If you are going to use sVMotion I would strongly suggest using the sVMotion plug-in from lostcreations.

Well sVMotion made it possible to move the cluster to the other I/O-Group online. This would save me a lot of time explaining to the customer why the entire cluster had to go offline. We are talking off 175+ vms here.

So that was the path I chose, and it worked out fine, but I got so excited on sVMotion that I didn’t paid attention to the available storage space left on my new LUNs. So after a while the LUN filled up and the sVMotion process failed.

Whenever a sVMotion fails you probably end up in a situation where the config files are moved to the new location and the .vmdk files and their accompanying snapshot files (sVMotion creates a snapshot in order to copy the .vmdk files) are still in the old location.
Issuing another sVMotion will generate this error: “ERROR: A specified parameter was not correct. spec” and if you turn off the vm you get an extra option “Complete Migration”. This option actually makes a copy of the .vmdk files to the same LUN, and hence it requires twice the space of the .vmdks on your LUN and most importantly it requires downtime.

Here’s what I did to resolve this split:

  • Create a snapshot of the vm. Since it’s not available via vCenter GUI in this state, you have to do this in the COS or connect your VIC directly to the ESX host.
    • Through SSH console session:
      • find the config_file_path of the VM
        vmware-cmd -l
      • Create a snapshot of the vm
        vmware-cmd <config_file_path> createsnapshot snapshot_name snapshot_description 1 1
    • Through VIC:
      • Use GUI as normal.
  • Remove (Commit) the snapshots:
    vmware-cmd <config_file_path> removesnapshots
    This will remove the newly created snapshot AND the snapshot created by sVMotion.
  • vCenter still thinks the vm is in dmotion state so you can’t edit settings, perform VMotion or anything else via vCenter. To fix this we need to clear the DMotionParent parameters in the .vmx file with the following commands from the COS:
    vmware-cmd <config_file_path> setconfig scsi0:0.DMotionParent ""
    vmware-cmd <config_file_path> setconfig scsi0:1.DMotionParent ""
    Do this for every DMotionParent entry in the .vmx file, so be sure to check your .vmx file to get the right SCSI IDs. Note that editing the .vmx file directly will not trigger a reload of the .vmx config file! 
  • Now Perform a new storage migration to move back the .vmx configuration file to its original location.
  • Clean up destination LUN and remove any files/folders created by the failed sVMotion. We’re done and back in business again without downtime!
    We can retry the sVMotion now.

Offcourse I didn’t found out all this by myself. All credits go to Argyle from the VMTN Forum. You can read his original thread here.

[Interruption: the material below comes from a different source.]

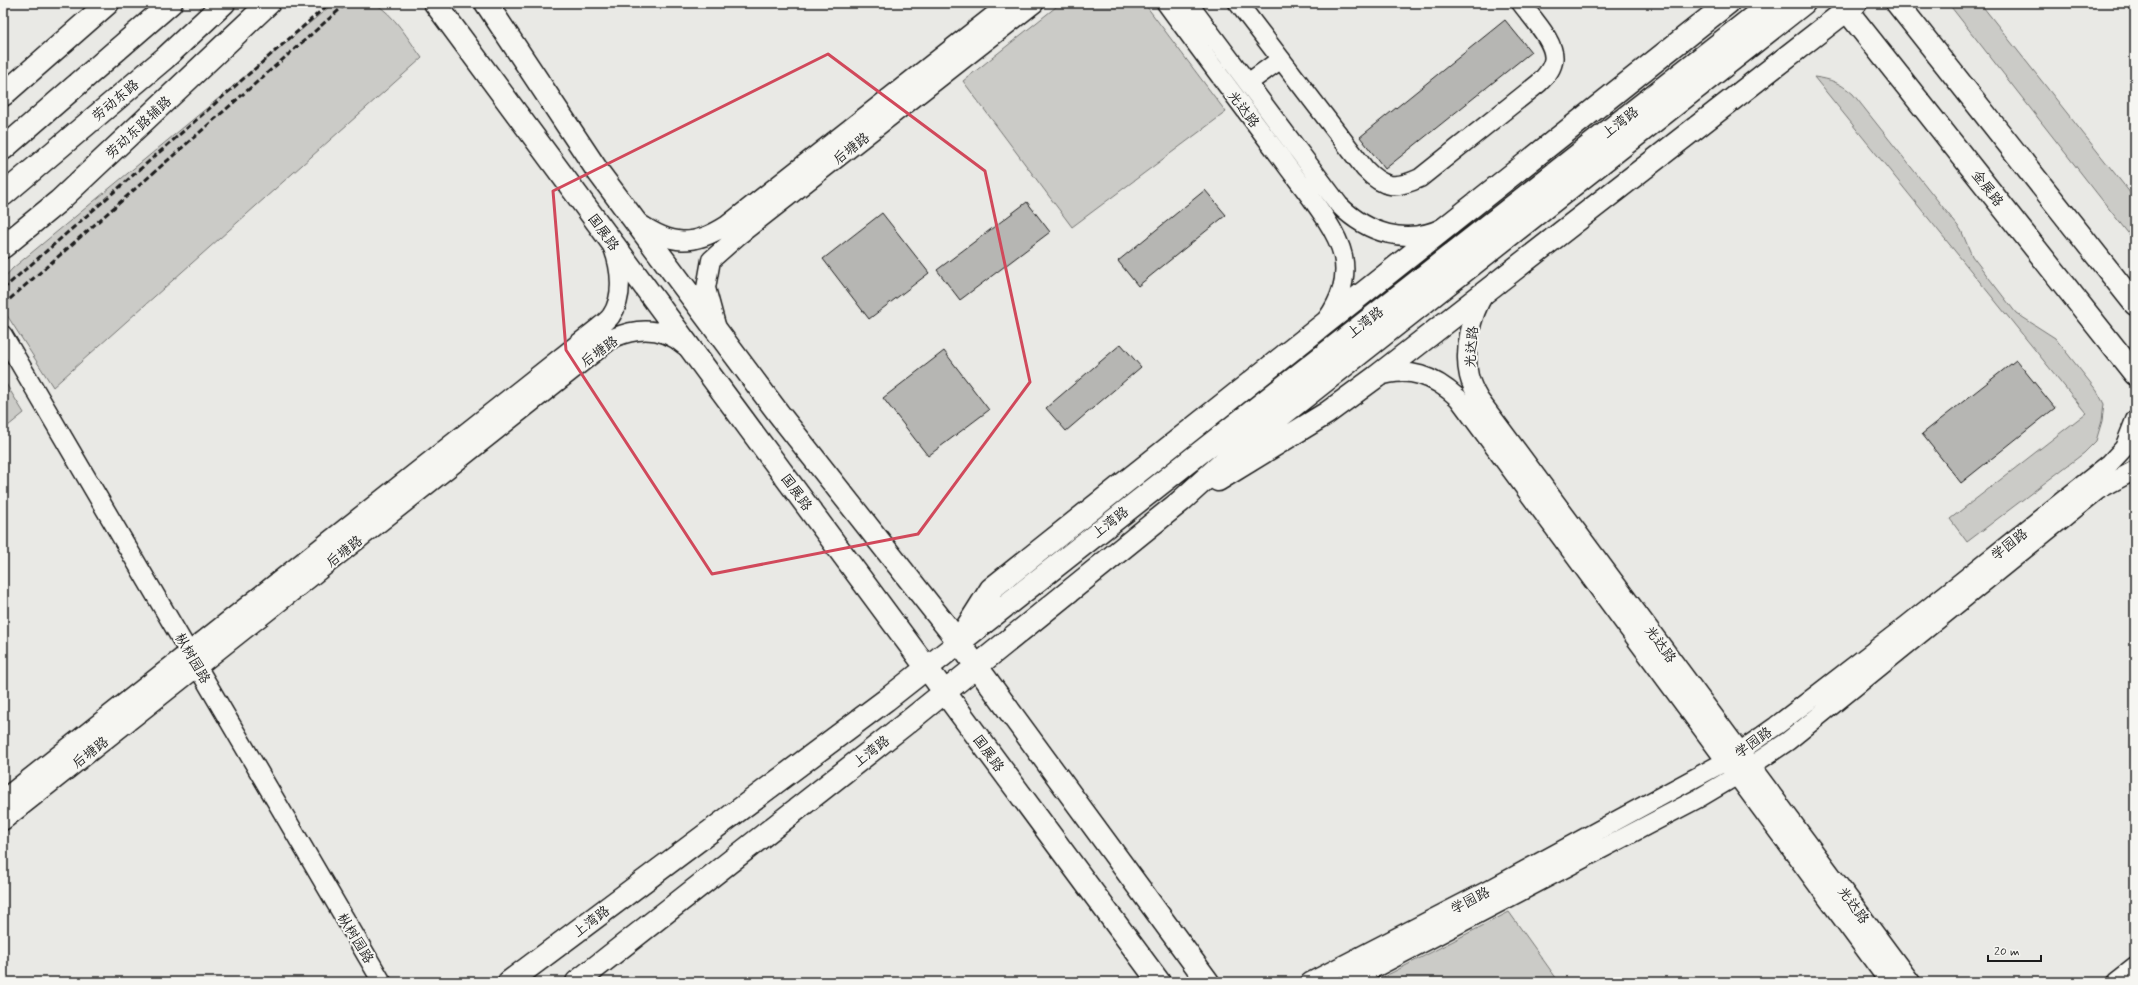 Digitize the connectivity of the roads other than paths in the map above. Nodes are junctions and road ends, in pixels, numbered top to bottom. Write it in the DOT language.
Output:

Someone would probably say “Don’t try this at home”, but if you’re curious and do want to try this at home, use the following procedure to reproduce this split situation:

  • perform a sVMotion of a TEST vm
  • on the COS of the ESX host issue”:
    service mgmt-vmware restart
  • Have fun!!

No related posts.

23 Comments on “HOW-TO: Recover from failed Storage VMotion”

  1. #1 Sven Huisman
    on Mar 31st, 2009 at 11:15 am

    Thanks, great info!

  2. #2 Jay Rogers
    on Apr 1st, 2009 at 9:53 pm

    We just went through a very large storage migration project using the lostcreations tool. We had some SAN issues we were fighting which caused some migrations to fail.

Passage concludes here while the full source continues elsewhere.